Concernant l’article 13 de la loi du 9 décembre 1905 et l’éventuelle extension des prérogatives des collectivités territoriales, nous voulons souligner :

que cela ouvrirait la voie à une disparité des pratiques conduisant à mettre en cause l’unité de la République ; que cela mettrait les assemblées délibératives sous la menace des pressions communautaires ; que les problèmes créés par l’article 89 de la loi 2004-809 du 13 août 2004 montrent que les collectivités territoriales sont à juste raison réticentes à assumer des dépenses qui trouvent leur origine dans les convictions privées de nos concitoyens.

Au demeurant, si nous sommes d’accord avec le principe de « l’affectation exclusive », auquel semble adhérer la commission, nous voulons souligner par ailleurs que si les possibilités de financement par les collectivités territoriales devaient être étendues, cela rendrait difficile l’application de ce principe (qui paie commande) et organiserait une pression contraire à la fois à la laïcité institutionnelle et à la liberté des cultes.

Sur le statut des associations cultuelles de la loi de 1905 et la loi du 1er juillet 1901.

Il nous semble que le « rescrit cultuel » laissé à l’initiative des préfets comporterait des inconvénients comparables à ceux du financement par les collectivités territoriales, aggravés par le caractère restreint de la publicité. Quant à la proposition d’inclure les associations cultuelles dans le Conseil National de la Vie Associative, ce serait une atteinte grave et un pas vers une société organique dont les tenants habituels ne se réclament pas de la République.

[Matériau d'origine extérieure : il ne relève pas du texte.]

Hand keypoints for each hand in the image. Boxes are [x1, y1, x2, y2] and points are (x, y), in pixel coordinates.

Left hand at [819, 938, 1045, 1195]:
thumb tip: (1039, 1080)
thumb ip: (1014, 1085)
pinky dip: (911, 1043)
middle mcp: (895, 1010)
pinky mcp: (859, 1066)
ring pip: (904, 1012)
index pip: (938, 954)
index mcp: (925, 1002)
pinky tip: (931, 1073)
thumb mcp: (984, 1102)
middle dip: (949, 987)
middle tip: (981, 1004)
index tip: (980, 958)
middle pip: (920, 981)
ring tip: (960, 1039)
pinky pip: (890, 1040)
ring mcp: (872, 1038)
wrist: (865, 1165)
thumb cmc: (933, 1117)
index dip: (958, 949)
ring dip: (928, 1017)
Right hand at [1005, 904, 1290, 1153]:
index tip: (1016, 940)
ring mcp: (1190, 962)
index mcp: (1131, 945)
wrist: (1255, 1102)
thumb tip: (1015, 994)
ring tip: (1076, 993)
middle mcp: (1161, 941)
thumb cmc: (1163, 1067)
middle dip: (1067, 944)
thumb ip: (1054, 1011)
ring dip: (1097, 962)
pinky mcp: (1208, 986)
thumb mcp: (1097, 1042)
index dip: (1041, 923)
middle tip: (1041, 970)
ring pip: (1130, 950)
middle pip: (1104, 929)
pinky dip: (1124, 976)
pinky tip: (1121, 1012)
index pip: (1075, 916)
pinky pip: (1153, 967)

Concernant l’objet des associations, l’échange de correspondance entre la nonciature du Vatican et le ministère des affaires étrangères cité à la page 46 du rapport montre clairement qu’il s’agit d’étendre à toutes les activités des associations diocésaines ( y compris à l’extérieur du territoire national) les possibilités d’obtenir un financement public, nous attirons l’attention du gouvernement sur la difficulté de contrôler les réseaux ainsi constitués et financés par les différentes religions en compétition sur notre territoire.

Nous contestons le caractère obsolète supposé par la commission à la tradition suivie par le Conseil d’État (celle de Léon Duguit, quid alors de l’abbé Sieyès, de Cambacérès et de Montesquieu ?) concernant la distinction du culturel et du cultuel, nous pensons que le fait d’introduire dans la loi une formule nouvelle visant à contourner le problème, en admettant comme associations cultuelles des associations qui n’auraient pas comme seul objet l’exercice d’un culte ( que ce soit par l’adjonction de l’adverbe « principalement » ou la formule « à titre accessoire ») pourrait faire naître la même insécurité juridique que le terme « ostensible » accolé aux signes religieux , suite aux approximations de la loi du 10 juillet 1989.

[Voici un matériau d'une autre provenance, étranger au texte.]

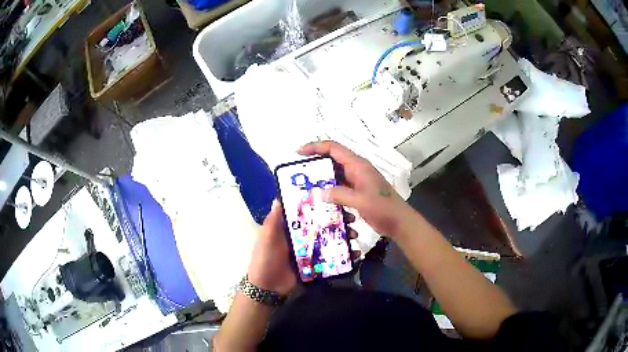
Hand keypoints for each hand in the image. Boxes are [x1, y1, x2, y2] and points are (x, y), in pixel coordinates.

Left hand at [247, 197, 360, 295]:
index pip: (309, 212)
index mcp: (291, 228)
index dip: (323, 205)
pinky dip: (345, 256)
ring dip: (344, 237)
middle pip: (323, 225)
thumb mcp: (267, 238)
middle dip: (339, 221)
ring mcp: (311, 252)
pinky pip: (332, 258)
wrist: (268, 288)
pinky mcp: (316, 265)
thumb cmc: (265, 259)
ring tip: (355, 236)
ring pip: (330, 241)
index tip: (338, 200)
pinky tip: (355, 254)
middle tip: (353, 219)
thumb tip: (278, 198)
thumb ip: (273, 221)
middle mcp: (303, 237)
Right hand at [299, 141, 414, 237]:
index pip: (333, 148)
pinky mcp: (358, 193)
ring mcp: (358, 182)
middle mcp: (357, 170)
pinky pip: (341, 190)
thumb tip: (318, 192)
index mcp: (358, 166)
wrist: (400, 223)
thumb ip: (339, 194)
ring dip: (323, 183)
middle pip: (332, 161)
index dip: (315, 147)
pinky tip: (323, 204)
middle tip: (299, 176)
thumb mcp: (360, 200)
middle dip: (316, 166)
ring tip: (307, 190)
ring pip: (335, 177)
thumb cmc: (383, 208)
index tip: (299, 152)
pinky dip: (331, 194)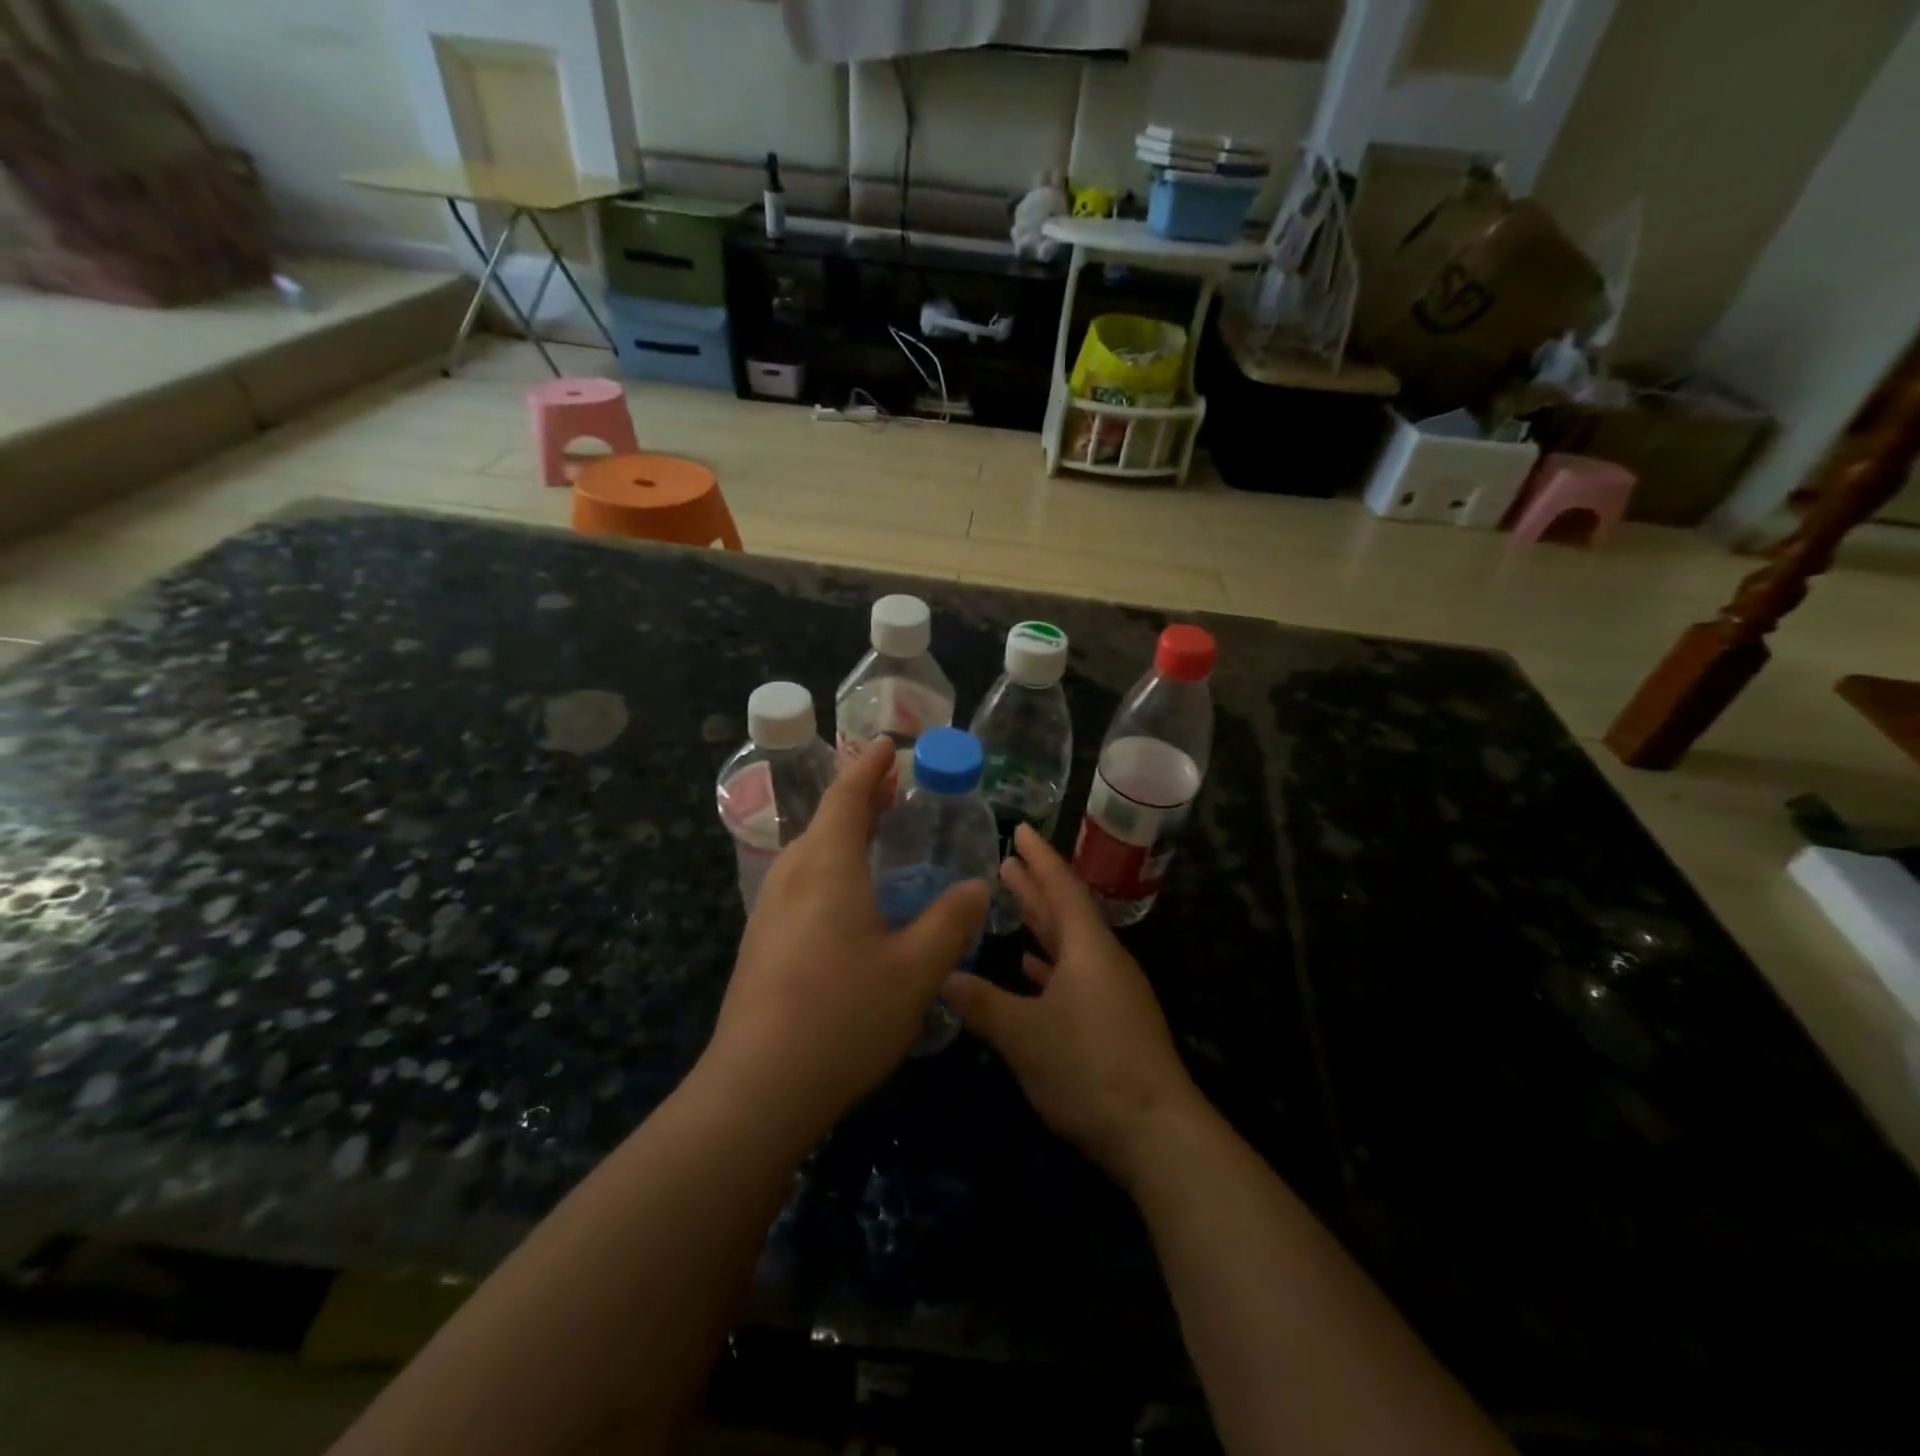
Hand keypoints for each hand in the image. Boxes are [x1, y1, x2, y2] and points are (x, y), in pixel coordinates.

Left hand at [702, 739, 987, 1137]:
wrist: (757, 1089)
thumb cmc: (843, 1016)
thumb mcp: (915, 969)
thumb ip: (950, 921)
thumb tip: (976, 886)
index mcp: (827, 866)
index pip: (847, 796)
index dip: (869, 767)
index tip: (887, 743)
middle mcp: (792, 876)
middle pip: (825, 820)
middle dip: (860, 798)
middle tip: (894, 789)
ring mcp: (770, 910)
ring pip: (810, 852)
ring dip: (843, 832)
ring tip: (876, 835)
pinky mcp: (762, 942)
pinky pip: (801, 882)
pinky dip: (830, 865)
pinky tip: (849, 897)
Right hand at [943, 826, 1203, 1187]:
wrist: (1156, 1132)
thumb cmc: (1089, 1069)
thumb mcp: (1025, 1035)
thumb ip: (982, 1003)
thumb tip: (943, 978)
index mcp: (1088, 948)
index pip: (1061, 887)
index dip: (1039, 857)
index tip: (1020, 828)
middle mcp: (1101, 960)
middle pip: (1064, 910)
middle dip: (1035, 884)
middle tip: (1005, 859)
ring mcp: (1109, 992)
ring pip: (1068, 943)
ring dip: (1040, 921)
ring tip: (1011, 899)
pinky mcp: (1110, 1021)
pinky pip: (1073, 975)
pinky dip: (1049, 964)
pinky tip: (1030, 966)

Il s’agirait en outre de remettre en cause ce qui reste de la loi du 1er juillet 1901 concernant la défiance effective de cette loi à l’égard des activités patrimoniales des associations religieuses et qui motivait l’existence d’un strict encadrement des congrégations. Les préconisations de la Commission vont dans le sens de permettre d’utiliser les associations cultuelles à compétence élargie pour que chaque communauté puisse discipliner un réseau d’associations « loi de 1901 » donnant ainsi aux religions les prérogatives qu’elles réclament. Il ne s’agit plus ici de lien social, mais de discipline sociale.

La solution préconisée par la Commission par une autre modification de l’article 19 de la loi (« aux associations de bienfaisance ou reconnues d’utilité publique, ainsi qu’aux associations de droit local… ») aurait en outre la conséquence de modifier le statut de toutes les associations de bienfaisance en les plaçant en quelque sorte sous l’égide d’un régime des cultes ; du point de vue institutionnel, cela nous ferait régresser en deçà de la Révolution Française.